WORKING DATA |
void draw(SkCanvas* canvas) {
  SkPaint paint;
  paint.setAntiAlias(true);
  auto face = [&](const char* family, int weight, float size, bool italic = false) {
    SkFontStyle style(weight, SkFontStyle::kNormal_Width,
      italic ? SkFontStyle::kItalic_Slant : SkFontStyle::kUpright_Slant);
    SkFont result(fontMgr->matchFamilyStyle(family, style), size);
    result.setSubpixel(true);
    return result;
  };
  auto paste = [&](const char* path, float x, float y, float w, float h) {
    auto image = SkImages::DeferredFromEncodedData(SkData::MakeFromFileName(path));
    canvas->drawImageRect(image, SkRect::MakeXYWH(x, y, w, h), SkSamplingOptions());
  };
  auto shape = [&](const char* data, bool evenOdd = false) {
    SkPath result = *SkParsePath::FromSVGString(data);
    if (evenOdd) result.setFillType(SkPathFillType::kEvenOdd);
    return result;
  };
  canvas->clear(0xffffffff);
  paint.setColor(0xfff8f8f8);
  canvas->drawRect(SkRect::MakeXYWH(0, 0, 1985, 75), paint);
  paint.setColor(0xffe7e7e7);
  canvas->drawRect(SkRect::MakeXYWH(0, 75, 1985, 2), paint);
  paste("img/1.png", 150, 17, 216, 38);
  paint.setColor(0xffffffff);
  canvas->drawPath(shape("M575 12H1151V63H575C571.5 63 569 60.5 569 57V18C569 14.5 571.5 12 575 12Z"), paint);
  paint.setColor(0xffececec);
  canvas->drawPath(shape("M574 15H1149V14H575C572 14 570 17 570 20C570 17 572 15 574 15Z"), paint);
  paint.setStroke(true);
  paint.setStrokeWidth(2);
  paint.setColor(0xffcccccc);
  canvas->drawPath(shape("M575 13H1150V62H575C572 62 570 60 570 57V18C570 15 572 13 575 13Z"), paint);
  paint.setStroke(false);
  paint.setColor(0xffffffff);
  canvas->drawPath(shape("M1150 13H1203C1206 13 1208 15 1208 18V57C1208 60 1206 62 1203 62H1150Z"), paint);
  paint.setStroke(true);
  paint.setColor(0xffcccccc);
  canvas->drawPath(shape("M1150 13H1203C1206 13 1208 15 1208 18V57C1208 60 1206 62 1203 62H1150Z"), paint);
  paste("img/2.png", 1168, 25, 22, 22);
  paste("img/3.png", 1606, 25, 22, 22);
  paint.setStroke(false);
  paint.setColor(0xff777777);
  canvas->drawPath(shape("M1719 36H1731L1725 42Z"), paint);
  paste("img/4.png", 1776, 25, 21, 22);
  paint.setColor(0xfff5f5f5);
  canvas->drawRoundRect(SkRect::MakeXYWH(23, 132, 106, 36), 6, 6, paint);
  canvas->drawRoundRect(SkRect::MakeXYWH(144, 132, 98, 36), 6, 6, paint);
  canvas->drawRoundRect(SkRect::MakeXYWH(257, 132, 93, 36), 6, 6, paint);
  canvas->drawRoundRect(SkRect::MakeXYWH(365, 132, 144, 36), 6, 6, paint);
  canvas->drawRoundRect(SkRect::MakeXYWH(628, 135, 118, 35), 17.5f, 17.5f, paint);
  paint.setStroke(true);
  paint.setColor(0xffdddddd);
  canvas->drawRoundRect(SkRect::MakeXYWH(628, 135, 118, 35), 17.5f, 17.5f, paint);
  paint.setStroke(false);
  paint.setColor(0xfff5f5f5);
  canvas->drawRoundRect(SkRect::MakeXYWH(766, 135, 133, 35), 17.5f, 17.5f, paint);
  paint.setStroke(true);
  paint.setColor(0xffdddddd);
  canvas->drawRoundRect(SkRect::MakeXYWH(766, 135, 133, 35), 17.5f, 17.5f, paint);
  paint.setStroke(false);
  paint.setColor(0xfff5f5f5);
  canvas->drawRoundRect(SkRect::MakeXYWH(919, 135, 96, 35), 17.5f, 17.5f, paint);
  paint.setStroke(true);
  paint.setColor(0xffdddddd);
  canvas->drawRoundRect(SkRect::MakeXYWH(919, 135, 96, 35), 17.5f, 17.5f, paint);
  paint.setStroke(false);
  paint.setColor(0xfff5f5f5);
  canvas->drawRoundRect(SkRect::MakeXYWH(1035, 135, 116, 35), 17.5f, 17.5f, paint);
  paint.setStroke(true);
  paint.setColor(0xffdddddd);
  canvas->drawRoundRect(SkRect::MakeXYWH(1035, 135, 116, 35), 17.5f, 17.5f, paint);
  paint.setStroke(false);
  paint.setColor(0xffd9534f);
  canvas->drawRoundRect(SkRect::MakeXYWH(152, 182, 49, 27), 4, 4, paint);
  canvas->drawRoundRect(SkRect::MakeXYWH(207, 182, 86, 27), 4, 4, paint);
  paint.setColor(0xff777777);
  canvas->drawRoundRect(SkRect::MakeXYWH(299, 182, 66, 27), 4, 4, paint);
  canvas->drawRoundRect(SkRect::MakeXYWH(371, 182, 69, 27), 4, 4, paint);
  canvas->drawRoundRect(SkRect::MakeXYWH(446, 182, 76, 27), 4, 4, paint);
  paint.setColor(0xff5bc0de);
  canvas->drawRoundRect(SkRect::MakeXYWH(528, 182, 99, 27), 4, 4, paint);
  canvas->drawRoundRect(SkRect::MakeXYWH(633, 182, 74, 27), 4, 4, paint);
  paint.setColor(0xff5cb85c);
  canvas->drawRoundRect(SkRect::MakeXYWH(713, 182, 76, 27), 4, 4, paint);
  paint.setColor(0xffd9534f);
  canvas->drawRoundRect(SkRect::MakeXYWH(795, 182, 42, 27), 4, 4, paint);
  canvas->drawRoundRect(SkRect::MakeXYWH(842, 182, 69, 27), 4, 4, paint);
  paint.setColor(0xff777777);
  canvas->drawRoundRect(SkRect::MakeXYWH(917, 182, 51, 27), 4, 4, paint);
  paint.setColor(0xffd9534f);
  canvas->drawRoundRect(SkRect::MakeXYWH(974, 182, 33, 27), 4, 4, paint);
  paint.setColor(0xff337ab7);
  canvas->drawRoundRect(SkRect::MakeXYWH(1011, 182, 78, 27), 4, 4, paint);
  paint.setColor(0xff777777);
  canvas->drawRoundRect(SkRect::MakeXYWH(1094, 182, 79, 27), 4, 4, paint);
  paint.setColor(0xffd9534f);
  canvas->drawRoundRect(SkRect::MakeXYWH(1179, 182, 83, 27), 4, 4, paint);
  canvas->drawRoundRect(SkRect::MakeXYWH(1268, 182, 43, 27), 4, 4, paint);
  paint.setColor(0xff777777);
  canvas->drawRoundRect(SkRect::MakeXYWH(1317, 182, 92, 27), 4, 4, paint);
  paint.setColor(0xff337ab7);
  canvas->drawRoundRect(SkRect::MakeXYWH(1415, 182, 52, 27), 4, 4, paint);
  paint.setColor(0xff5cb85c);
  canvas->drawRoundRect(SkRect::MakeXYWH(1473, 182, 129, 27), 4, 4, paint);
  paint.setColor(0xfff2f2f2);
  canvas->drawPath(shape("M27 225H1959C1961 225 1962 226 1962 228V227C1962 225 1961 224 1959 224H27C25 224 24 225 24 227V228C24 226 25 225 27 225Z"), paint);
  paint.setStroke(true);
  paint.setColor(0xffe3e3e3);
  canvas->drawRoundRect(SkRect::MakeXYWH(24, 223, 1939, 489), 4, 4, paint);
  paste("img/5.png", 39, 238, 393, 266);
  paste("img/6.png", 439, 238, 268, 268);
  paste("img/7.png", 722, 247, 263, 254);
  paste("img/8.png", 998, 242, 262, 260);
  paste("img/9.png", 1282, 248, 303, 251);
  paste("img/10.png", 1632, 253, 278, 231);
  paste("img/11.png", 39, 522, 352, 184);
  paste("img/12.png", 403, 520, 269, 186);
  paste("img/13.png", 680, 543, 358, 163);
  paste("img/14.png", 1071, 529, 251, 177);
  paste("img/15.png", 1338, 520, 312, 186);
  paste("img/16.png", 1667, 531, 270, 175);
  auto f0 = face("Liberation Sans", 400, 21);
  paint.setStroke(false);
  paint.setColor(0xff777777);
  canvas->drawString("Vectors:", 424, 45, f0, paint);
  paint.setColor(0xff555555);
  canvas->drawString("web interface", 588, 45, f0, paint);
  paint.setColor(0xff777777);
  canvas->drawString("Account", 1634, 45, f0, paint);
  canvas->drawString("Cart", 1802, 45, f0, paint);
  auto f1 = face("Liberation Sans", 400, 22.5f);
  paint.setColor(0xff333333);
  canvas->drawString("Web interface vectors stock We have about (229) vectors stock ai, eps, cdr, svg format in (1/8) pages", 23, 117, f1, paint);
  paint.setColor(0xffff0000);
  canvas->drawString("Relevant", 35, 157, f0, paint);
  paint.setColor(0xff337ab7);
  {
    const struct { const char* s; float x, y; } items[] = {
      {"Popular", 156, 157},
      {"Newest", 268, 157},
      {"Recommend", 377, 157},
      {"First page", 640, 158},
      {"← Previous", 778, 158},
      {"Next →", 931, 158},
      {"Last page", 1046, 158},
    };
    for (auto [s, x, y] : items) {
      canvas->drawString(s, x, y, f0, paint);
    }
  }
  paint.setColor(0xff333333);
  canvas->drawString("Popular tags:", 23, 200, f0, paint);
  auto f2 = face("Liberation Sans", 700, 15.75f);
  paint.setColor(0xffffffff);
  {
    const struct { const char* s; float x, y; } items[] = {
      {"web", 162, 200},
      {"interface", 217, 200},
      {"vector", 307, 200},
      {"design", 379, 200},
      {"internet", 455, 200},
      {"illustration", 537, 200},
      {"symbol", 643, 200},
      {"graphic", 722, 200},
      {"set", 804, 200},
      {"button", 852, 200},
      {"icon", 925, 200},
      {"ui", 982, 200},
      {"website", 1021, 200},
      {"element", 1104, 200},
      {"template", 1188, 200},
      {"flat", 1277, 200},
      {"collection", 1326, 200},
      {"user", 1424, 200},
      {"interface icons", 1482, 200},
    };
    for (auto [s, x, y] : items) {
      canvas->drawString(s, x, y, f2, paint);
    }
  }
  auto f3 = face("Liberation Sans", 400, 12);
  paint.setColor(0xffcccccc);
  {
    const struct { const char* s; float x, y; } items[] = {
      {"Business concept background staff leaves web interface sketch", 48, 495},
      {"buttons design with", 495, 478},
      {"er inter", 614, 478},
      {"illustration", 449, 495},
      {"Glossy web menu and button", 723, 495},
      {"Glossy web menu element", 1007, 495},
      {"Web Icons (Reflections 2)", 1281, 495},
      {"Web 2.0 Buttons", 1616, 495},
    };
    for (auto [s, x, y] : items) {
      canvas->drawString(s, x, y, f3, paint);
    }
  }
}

REQUIRED ACTION |
Return, unchanged, the run of lines above that opens with the line containing "43, 27), 4, 4, paint);" and closes with the line containing "543, 358, 163);". Include both.

COMPLETED EXERCISE |
  canvas->drawRoundRect(SkRect::MakeXYWH(1268, 182, 43, 27), 4, 4, paint);
  paint.setColor(0xff777777);
  canvas->drawRoundRect(SkRect::MakeXYWH(1317, 182, 92, 27), 4, 4, paint);
  paint.setColor(0xff337ab7);
  canvas->drawRoundRect(SkRect::MakeXYWH(1415, 182, 52, 27), 4, 4, paint);
  paint.setColor(0xff5cb85c);
  canvas->drawRoundRect(SkRect::MakeXYWH(1473, 182, 129, 27), 4, 4, paint);
  paint.setColor(0xfff2f2f2);
  canvas->drawPath(shape("M27 225H1959C1961 225 1962 226 1962 228V227C1962 225 1961 224 1959 224H27C25 224 24 225 24 227V228C24 226 25 225 27 225Z"), paint);
  paint.setStroke(true);
  paint.setColor(0xffe3e3e3);
  canvas->drawRoundRect(SkRect::MakeXYWH(24, 223, 1939, 489), 4, 4, paint);
  paste("img/5.png", 39, 238, 393, 266);
  paste("img/6.png", 439, 238, 268, 268);
  paste("img/7.png", 722, 247, 263, 254);
  paste("img/8.png", 998, 242, 262, 260);
  paste("img/9.png", 1282, 248, 303, 251);
  paste("img/10.png", 1632, 253, 278, 231);
  paste("img/11.png", 39, 522, 352, 184);
  paste("img/12.png", 403, 520, 269, 186);
  paste("img/13.png", 680, 543, 358, 163);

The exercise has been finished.